■ Items from a data source ■
Start of Block
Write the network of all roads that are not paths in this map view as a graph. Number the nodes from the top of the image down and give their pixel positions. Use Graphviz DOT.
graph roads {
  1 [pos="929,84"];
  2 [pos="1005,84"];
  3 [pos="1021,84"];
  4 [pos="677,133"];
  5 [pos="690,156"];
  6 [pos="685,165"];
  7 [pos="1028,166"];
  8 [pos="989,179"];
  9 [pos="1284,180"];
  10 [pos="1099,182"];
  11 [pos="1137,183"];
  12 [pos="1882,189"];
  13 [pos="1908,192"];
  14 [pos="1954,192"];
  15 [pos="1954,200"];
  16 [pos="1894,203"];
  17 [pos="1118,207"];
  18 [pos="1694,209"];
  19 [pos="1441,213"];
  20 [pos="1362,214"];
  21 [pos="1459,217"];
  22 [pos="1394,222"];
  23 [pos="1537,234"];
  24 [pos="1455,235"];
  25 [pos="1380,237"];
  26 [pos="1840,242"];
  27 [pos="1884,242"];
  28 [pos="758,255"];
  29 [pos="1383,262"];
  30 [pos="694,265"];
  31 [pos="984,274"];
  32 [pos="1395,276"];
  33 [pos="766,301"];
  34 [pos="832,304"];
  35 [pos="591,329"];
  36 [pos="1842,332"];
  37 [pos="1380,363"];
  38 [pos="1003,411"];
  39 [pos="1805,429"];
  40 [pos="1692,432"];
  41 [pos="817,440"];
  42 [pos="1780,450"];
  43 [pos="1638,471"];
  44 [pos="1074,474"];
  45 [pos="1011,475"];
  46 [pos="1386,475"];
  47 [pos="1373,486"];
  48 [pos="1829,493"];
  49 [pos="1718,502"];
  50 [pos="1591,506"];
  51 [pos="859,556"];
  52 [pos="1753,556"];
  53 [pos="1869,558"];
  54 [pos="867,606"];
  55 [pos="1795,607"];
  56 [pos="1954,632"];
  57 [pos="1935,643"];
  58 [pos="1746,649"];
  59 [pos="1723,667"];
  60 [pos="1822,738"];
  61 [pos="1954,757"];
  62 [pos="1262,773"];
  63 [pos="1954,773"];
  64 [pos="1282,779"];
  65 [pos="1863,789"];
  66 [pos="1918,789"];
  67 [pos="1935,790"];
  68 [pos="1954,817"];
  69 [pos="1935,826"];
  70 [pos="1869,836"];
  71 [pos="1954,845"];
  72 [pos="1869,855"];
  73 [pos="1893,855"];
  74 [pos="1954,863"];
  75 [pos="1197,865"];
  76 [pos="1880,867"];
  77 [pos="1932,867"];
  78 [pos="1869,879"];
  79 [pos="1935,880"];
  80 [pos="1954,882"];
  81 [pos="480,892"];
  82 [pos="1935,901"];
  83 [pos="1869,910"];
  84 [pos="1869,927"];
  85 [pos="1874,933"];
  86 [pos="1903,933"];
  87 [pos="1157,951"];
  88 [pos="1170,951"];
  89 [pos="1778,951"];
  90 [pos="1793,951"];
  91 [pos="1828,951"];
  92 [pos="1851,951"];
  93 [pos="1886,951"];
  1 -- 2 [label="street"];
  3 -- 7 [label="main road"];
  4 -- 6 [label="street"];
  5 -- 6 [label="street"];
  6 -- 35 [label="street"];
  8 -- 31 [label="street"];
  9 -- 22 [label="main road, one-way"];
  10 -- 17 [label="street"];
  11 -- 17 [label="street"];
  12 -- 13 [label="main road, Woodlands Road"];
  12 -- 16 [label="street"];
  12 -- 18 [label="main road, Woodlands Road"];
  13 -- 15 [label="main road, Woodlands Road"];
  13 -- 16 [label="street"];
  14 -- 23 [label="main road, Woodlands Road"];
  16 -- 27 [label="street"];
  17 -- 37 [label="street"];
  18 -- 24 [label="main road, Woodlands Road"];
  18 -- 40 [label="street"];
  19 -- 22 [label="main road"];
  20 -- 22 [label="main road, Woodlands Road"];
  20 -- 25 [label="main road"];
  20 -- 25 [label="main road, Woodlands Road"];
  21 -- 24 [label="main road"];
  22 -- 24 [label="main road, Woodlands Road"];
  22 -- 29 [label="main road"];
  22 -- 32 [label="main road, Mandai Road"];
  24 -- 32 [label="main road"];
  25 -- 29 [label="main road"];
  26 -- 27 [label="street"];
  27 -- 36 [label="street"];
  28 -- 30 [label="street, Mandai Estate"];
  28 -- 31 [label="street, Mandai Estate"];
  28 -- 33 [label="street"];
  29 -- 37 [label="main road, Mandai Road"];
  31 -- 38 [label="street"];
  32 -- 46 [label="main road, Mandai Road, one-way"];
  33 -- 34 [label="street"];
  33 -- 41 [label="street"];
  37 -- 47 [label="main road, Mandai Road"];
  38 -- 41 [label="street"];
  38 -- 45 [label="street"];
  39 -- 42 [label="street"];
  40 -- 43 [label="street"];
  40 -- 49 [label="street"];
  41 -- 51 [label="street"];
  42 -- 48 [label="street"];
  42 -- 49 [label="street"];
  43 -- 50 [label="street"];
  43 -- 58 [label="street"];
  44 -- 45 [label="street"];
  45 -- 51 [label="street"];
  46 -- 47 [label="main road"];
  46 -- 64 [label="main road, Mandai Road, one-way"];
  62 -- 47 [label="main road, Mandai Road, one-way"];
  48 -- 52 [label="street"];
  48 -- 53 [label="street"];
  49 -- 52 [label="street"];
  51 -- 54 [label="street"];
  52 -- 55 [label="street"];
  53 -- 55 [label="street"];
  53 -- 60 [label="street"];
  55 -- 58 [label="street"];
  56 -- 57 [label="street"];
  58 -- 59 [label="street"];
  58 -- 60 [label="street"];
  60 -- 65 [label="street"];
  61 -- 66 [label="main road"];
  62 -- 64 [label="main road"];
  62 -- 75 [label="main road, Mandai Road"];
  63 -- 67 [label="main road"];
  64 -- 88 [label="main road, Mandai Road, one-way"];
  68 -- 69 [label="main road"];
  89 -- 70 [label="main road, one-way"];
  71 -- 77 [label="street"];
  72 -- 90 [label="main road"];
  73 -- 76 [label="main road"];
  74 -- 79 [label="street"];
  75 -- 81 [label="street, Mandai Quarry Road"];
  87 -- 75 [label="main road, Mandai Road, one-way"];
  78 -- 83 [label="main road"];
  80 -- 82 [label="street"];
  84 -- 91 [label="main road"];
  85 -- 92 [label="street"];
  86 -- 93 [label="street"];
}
End of Block
■ Aim of the task ■
Each record above is to be printed again exactly as written.

■ Answer below ■
Write the network of all roads that are not paths in this map view as a graph. Number the nodes from the top of the image down and give their pixel positions. Use Graphviz DOT.
graph roads {
  1 [pos="929,84"];
  2 [pos="1005,84"];
  3 [pos="1021,84"];
  4 [pos="677,133"];
  5 [pos="690,156"];
  6 [pos="685,165"];
  7 [pos="1028,166"];
  8 [pos="989,179"];
  9 [pos="1284,180"];
  10 [pos="1099,182"];
  11 [pos="1137,183"];
  12 [pos="1882,189"];
  13 [pos="1908,192"];
  14 [pos="1954,192"];
  15 [pos="1954,200"];
  16 [pos="1894,203"];
  17 [pos="1118,207"];
  18 [pos="1694,209"];
  19 [pos="1441,213"];
  20 [pos="1362,214"];
  21 [pos="1459,217"];
  22 [pos="1394,222"];
  23 [pos="1537,234"];
  24 [pos="1455,235"];
  25 [pos="1380,237"];
  26 [pos="1840,242"];
  27 [pos="1884,242"];
  28 [pos="758,255"];
  29 [pos="1383,262"];
  30 [pos="694,265"];
  31 [pos="984,274"];
  32 [pos="1395,276"];
  33 [pos="766,301"];
  34 [pos="832,304"];
  35 [pos="591,329"];
  36 [pos="1842,332"];
  37 [pos="1380,363"];
  38 [pos="1003,411"];
  39 [pos="1805,429"];
  40 [pos="1692,432"];
  41 [pos="817,440"];
  42 [pos="1780,450"];
  43 [pos="1638,471"];
  44 [pos="1074,474"];
  45 [pos="1011,475"];
  46 [pos="1386,475"];
  47 [pos="1373,486"];
  48 [pos="1829,493"];
  49 [pos="1718,502"];
  50 [pos="1591,506"];
  51 [pos="859,556"];
  52 [pos="1753,556"];
  53 [pos="1869,558"];
  54 [pos="867,606"];
  55 [pos="1795,607"];
  56 [pos="1954,632"];
  57 [pos="1935,643"];
  58 [pos="1746,649"];
  59 [pos="1723,667"];
  60 [pos="1822,738"];
  61 [pos="1954,757"];
  62 [pos="1262,773"];
  63 [pos="1954,773"];
  64 [pos="1282,779"];
  65 [pos="1863,789"];
  66 [pos="1918,789"];
  67 [pos="1935,790"];
  68 [pos="1954,817"];
  69 [pos="1935,826"];
  70 [pos="1869,836"];
  71 [pos="1954,845"];
  72 [pos="1869,855"];
  73 [pos="1893,855"];
  74 [pos="1954,863"];
  75 [pos="1197,865"];
  76 [pos="1880,867"];
  77 [pos="1932,867"];
  78 [pos="1869,879"];
  79 [pos="1935,880"];
  80 [pos="1954,882"];
  81 [pos="480,892"];
  82 [pos="1935,901"];
  83 [pos="1869,910"];
  84 [pos="1869,927"];
  85 [pos="1874,933"];
  86 [pos="1903,933"];
  87 [pos="1157,951"];
  88 [pos="1170,951"];
  89 [pos="1778,951"];
  90 [pos="1793,951"];
  91 [pos="1828,951"];
  92 [pos="1851,951"];
  93 [pos="1886,951"];
  1 -- 2 [label="street"];
  3 -- 7 [label="main road"];
  4 -- 6 [label="street"];
  5 -- 6 [label="street"];
  6 -- 35 [label="street"];
  8 -- 31 [label="street"];
  9 -- 22 [label="main road, one-way"];
  10 -- 17 [label="street"];
  11 -- 17 [label="street"];
  12 -- 13 [label="main road, Woodlands Road"];
  12 -- 16 [label="street"];
  12 -- 18 [label="main road, Woodlands Road"];
  13 -- 15 [label="main road, Woodlands Road"];
  13 -- 16 [label="street"];
  14 -- 23 [label="main road, Woodlands Road"];
  16 -- 27 [label="street"];
  17 -- 37 [label="street"];
  18 -- 24 [label="main road, Woodlands Road"];
  18 -- 40 [label="street"];
  19 -- 22 [label="main road"];
  20 -- 22 [label="main road, Woodlands Road"];
  20 -- 25 [label="main road"];
  20 -- 25 [label="main road, Woodlands Road"];
  21 -- 24 [label="main road"];
  22 -- 24 [label="main road, Woodlands Road"];
  22 -- 29 [label="main road"];
  22 -- 32 [label="main road, Mandai Road"];
  24 -- 32 [label="main road"];
  25 -- 29 [label="main road"];
  26 -- 27 [label="street"];
  27 -- 36 [label="street"];
  28 -- 30 [label="street, Mandai Estate"];
  28 -- 31 [label="street, Mandai Estate"];
  28 -- 33 [label="street"];
  29 -- 37 [label="main road, Mandai Road"];
  31 -- 38 [label="street"];
  32 -- 46 [label="main road, Mandai Road, one-way"];
  33 -- 34 [label="street"];
  33 -- 41 [label="street"];
  37 -- 47 [label="main road, Mandai Road"];
  38 -- 41 [label="street"];
  38 -- 45 [label="street"];
  39 -- 42 [label="street"];
  40 -- 43 [label="street"];
  40 -- 49 [label="street"];
  41 -- 51 [label="street"];
  42 -- 48 [label="street"];
  42 -- 49 [label="street"];
  43 -- 50 [label="street"];
  43 -- 58 [label="street"];
  44 -- 45 [label="street"];
  45 -- 51 [label="street"];
  46 -- 47 [label="main road"];
  46 -- 64 [label="main road, Mandai Road, one-way"];
  62 -- 47 [label="main road, Mandai Road, one-way"];
  48 -- 52 [label="street"];
  48 -- 53 [label="street"];
  49 -- 52 [label="street"];
  51 -- 54 [label="street"];
  52 -- 55 [label="street"];
  53 -- 55 [label="street"];
  53 -- 60 [label="street"];
  55 -- 58 [label="street"];
  56 -- 57 [label="street"];
  58 -- 59 [label="street"];
  58 -- 60 [label="street"];
  60 -- 65 [label="street"];
  61 -- 66 [label="main road"];
  62 -- 64 [label="main road"];
  62 -- 75 [label="main road, Mandai Road"];
  63 -- 67 [label="main road"];
  64 -- 88 [label="main road, Mandai Road, one-way"];
  68 -- 69 [label="main road"];
  89 -- 70 [label="main road, one-way"];
  71 -- 77 [label="street"];
  72 -- 90 [label="main road"];
  73 -- 76 [label="main road"];
  74 -- 79 [label="street"];
  75 -- 81 [label="street, Mandai Quarry Road"];
  87 -- 75 [label="main road, Mandai Road, one-way"];
  78 -- 83 [label="main road"];
  80 -- 82 [label="street"];
  84 -- 91 [label="main road"];
  85 -- 92 [label="street"];
  86 -- 93 [label="street"];
}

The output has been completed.